In the News: Compassion
Why do some people roll with life’s punches, facing failures and problems with grace, while others dwell on calamities, criticize themselves and exaggerate problems? This is the question asked in an article posted this week at physorg.com
I appreciated reading this article, which I found fascinating and very valuable to my work as a psychotherapist. The answer, according to recent research from Duke and Wake Forest Univeristies, may be our ability to self-soothe with compassion. Referred to as self-compassion, it is the ability we hold to be kind to ourselves, even when things are going badly.
In one of the first major studies of self-compassion, Duke and Wake Forest Universities published the results of their research in the May 2007 issue of the Journal of Personality and Social Psychology.

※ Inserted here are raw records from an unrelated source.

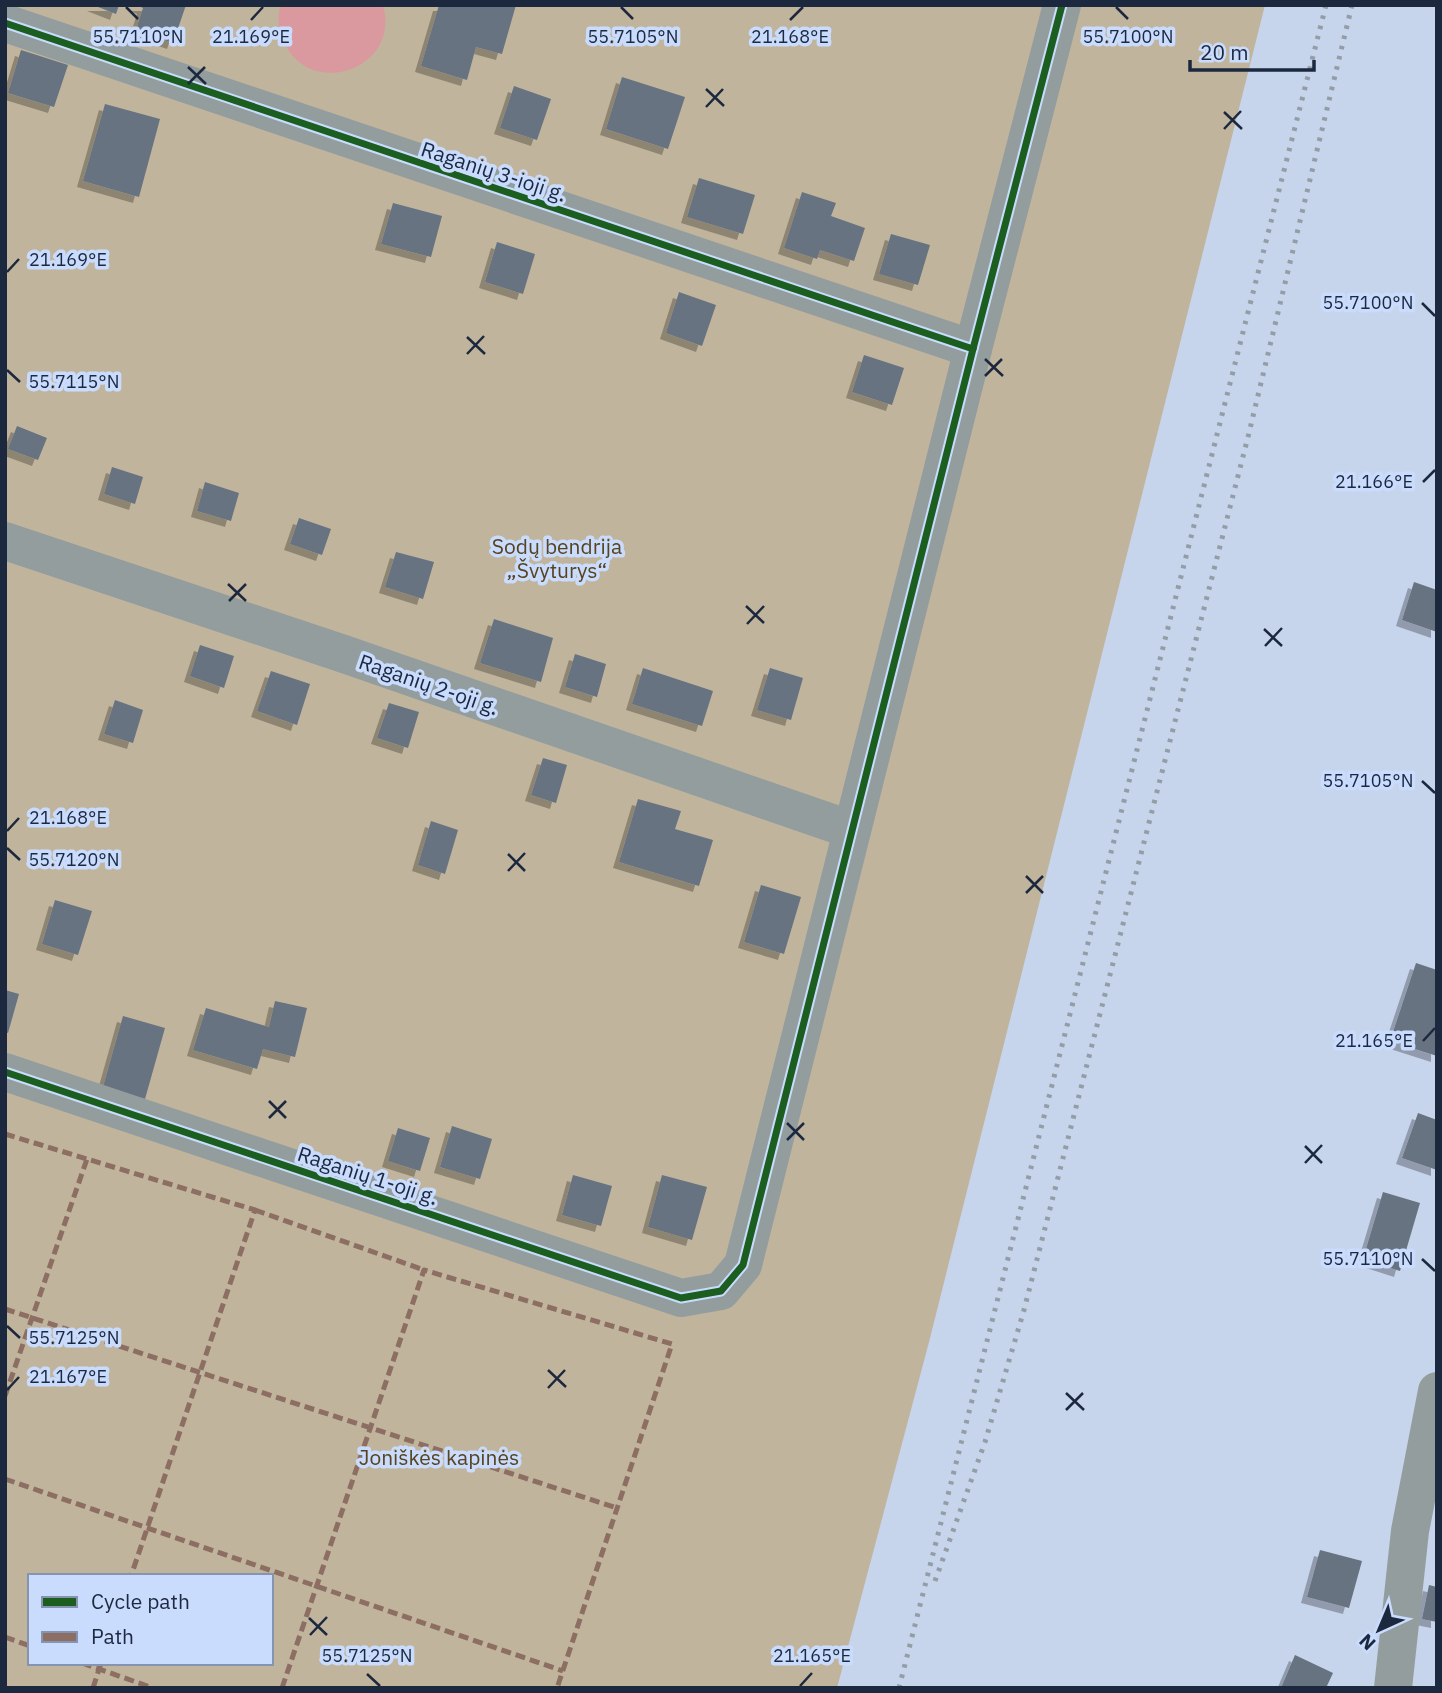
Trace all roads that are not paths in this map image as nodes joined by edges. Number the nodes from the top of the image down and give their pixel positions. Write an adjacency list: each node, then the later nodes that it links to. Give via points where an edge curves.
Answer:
1 (1062, 5): 3 (street)
2 (5, 23): 3 (street, Raganių 3-ioji g.)
3 (973, 349): 5 (street)
4 (5, 541): 5 (street, Raganių 2-oji g.)
5 (852, 830): 6 (street, Raganių 1-oji g., via 743,1265 721,1291 681,1298)
6 (5, 1072)
7 (1437, 1391): 8 (street, via 1410,1531)
8 (1393, 1688)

In my psychotherapy practice I often encourage my clients who are experiencing distress to imagine compassion gently flowing over themselves. To feel a sense of compassion for the pain and dis-ease we are experiencing often helps to lessen the pain, and returns our attention to a still and calm place within ourselves.
“Life’s tough enough with little things that happen," says Mark R. Leary, a professor of psychology and neuroscience at Duke and lead author of the paper, which includes five peer-reviewed studies. "Self-compassion helps to eliminate a lot of the anger, depression and pain we experience when things go badly for us.”
The Buddhists have long understood the virtue of compassion for thousands of years. In fact, there is even an entire meditation tradition devoted to the practice of compassion and loving-kindness known in Pali as Metta. (I'll write more about this practice in an upcoming post.)
“American society has spent a great deal of time and effort trying to promote people’s self-esteem,” Leary said, “when a far more important ingredient of well-being may be self-compassion.”